→ Source data
━━━━

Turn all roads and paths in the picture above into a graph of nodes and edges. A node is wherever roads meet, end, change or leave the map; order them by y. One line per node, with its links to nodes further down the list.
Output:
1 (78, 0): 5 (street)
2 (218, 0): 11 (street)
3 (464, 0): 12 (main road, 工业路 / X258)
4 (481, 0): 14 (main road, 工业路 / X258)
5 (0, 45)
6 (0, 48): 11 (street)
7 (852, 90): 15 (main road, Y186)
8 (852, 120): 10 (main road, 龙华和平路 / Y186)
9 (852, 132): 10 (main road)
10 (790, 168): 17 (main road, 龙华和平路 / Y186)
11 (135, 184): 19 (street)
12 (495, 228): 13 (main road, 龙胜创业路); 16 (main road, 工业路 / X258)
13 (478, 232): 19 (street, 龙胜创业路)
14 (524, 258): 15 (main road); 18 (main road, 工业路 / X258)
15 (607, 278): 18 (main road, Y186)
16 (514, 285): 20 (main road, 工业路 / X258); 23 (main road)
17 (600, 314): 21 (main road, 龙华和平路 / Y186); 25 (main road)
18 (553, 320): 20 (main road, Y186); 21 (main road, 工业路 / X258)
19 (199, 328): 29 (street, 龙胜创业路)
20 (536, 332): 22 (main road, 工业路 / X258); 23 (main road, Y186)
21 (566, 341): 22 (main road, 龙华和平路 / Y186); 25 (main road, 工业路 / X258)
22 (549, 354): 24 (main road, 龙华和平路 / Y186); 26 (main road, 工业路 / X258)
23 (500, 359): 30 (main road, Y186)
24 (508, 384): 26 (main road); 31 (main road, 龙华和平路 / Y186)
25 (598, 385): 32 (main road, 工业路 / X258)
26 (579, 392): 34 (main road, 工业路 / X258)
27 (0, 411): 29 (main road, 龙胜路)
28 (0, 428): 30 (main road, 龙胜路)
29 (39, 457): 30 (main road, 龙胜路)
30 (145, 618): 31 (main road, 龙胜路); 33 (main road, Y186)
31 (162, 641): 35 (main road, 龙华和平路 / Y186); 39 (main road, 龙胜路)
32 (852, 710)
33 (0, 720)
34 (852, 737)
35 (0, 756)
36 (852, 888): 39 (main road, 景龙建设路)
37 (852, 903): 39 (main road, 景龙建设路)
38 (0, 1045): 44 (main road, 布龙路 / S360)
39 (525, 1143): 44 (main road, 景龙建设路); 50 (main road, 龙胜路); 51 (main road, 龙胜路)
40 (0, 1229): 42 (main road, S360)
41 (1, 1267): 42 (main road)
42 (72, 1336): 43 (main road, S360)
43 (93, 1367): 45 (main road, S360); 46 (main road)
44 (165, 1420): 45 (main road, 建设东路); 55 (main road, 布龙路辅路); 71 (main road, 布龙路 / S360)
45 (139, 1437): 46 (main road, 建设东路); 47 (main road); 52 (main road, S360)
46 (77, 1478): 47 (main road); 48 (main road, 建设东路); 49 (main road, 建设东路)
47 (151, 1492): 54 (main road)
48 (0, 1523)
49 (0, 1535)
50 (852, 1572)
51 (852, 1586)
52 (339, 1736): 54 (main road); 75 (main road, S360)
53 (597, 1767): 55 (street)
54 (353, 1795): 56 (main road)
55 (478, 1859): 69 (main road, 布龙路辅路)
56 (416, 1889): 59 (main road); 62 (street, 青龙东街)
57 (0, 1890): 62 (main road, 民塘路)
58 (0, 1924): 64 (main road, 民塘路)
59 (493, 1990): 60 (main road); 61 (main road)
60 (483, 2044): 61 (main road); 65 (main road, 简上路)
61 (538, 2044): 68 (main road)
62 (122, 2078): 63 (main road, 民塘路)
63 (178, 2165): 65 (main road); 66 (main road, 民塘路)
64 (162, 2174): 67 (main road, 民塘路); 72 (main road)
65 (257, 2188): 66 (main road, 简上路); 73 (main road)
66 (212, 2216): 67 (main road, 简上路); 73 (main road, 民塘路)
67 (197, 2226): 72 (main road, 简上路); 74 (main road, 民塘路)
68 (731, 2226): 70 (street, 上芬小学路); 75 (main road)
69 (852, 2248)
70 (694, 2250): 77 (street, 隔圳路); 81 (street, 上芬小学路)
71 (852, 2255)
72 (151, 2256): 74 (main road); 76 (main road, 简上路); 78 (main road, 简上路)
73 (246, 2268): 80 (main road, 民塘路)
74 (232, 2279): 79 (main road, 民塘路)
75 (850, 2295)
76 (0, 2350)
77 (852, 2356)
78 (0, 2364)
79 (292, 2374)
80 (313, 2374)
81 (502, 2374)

━━━━

→ What is being asked
Transcribe all records exactly as written.

→ The answer
Turn all roads and paths in the picture above into a graph of nodes and edges. A node is wherever roads meet, end, change or leave the map; order them by y. One line per node, with its links to nodes further down the list.
Output:
1 (78, 0): 5 (street)
2 (218, 0): 11 (street)
3 (464, 0): 12 (main road, 工业路 / X258)
4 (481, 0): 14 (main road, 工业路 / X258)
5 (0, 45)
6 (0, 48): 11 (street)
7 (852, 90): 15 (main road, Y186)
8 (852, 120): 10 (main road, 龙华和平路 / Y186)
9 (852, 132): 10 (main road)
10 (790, 168): 17 (main road, 龙华和平路 / Y186)
11 (135, 184): 19 (street)
12 (495, 228): 13 (main road, 龙胜创业路); 16 (main road, 工业路 / X258)
13 (478, 232): 19 (street, 龙胜创业路)
14 (524, 258): 15 (main road); 18 (main road, 工业路 / X258)
15 (607, 278): 18 (main road, Y186)
16 (514, 285): 20 (main road, 工业路 / X258); 23 (main road)
17 (600, 314): 21 (main road, 龙华和平路 / Y186); 25 (main road)
18 (553, 320): 20 (main road, Y186); 21 (main road, 工业路 / X258)
19 (199, 328): 29 (street, 龙胜创业路)
20 (536, 332): 22 (main road, 工业路 / X258); 23 (main road, Y186)
21 (566, 341): 22 (main road, 龙华和平路 / Y186); 25 (main road, 工业路 / X258)
22 (549, 354): 24 (main road, 龙华和平路 / Y186); 26 (main road, 工业路 / X258)
23 (500, 359): 30 (main road, Y186)
24 (508, 384): 26 (main road); 31 (main road, 龙华和平路 / Y186)
25 (598, 385): 32 (main road, 工业路 / X258)
26 (579, 392): 34 (main road, 工业路 / X258)
27 (0, 411): 29 (main road, 龙胜路)
28 (0, 428): 30 (main road, 龙胜路)
29 (39, 457): 30 (main road, 龙胜路)
30 (145, 618): 31 (main road, 龙胜路); 33 (main road, Y186)
31 (162, 641): 35 (main road, 龙华和平路 / Y186); 39 (main road, 龙胜路)
32 (852, 710)
33 (0, 720)
34 (852, 737)
35 (0, 756)
36 (852, 888): 39 (main road, 景龙建设路)
37 (852, 903): 39 (main road, 景龙建设路)
38 (0, 1045): 44 (main road, 布龙路 / S360)
39 (525, 1143): 44 (main road, 景龙建设路); 50 (main road, 龙胜路); 51 (main road, 龙胜路)
40 (0, 1229): 42 (main road, S360)
41 (1, 1267): 42 (main road)
42 (72, 1336): 43 (main road, S360)
43 (93, 1367): 45 (main road, S360); 46 (main road)
44 (165, 1420): 45 (main road, 建设东路); 55 (main road, 布龙路辅路); 71 (main road, 布龙路 / S360)
45 (139, 1437): 46 (main road, 建设东路); 47 (main road); 52 (main road, S360)
46 (77, 1478): 47 (main road); 48 (main road, 建设东路); 49 (main road, 建设东路)
47 (151, 1492): 54 (main road)
48 (0, 1523)
49 (0, 1535)
50 (852, 1572)
51 (852, 1586)
52 (339, 1736): 54 (main road); 75 (main road, S360)
53 (597, 1767): 55 (street)
54 (353, 1795): 56 (main road)
55 (478, 1859): 69 (main road, 布龙路辅路)
56 (416, 1889): 59 (main road); 62 (street, 青龙东街)
57 (0, 1890): 62 (main road, 民塘路)
58 (0, 1924): 64 (main road, 民塘路)
59 (493, 1990): 60 (main road); 61 (main road)
60 (483, 2044): 61 (main road); 65 (main road, 简上路)
61 (538, 2044): 68 (main road)
62 (122, 2078): 63 (main road, 民塘路)
63 (178, 2165): 65 (main road); 66 (main road, 民塘路)
64 (162, 2174): 67 (main road, 民塘路); 72 (main road)
65 (257, 2188): 66 (main road, 简上路); 73 (main road)
66 (212, 2216): 67 (main road, 简上路); 73 (main road, 民塘路)
67 (197, 2226): 72 (main road, 简上路); 74 (main road, 民塘路)
68 (731, 2226): 70 (street, 上芬小学路); 75 (main road)
69 (852, 2248)
70 (694, 2250): 77 (street, 隔圳路); 81 (street, 上芬小学路)
71 (852, 2255)
72 (151, 2256): 74 (main road); 76 (main road, 简上路); 78 (main road, 简上路)
73 (246, 2268): 80 (main road, 民塘路)
74 (232, 2279): 79 (main road, 民塘路)
75 (850, 2295)
76 (0, 2350)
77 (852, 2356)
78 (0, 2364)
79 (292, 2374)
80 (313, 2374)
81 (502, 2374)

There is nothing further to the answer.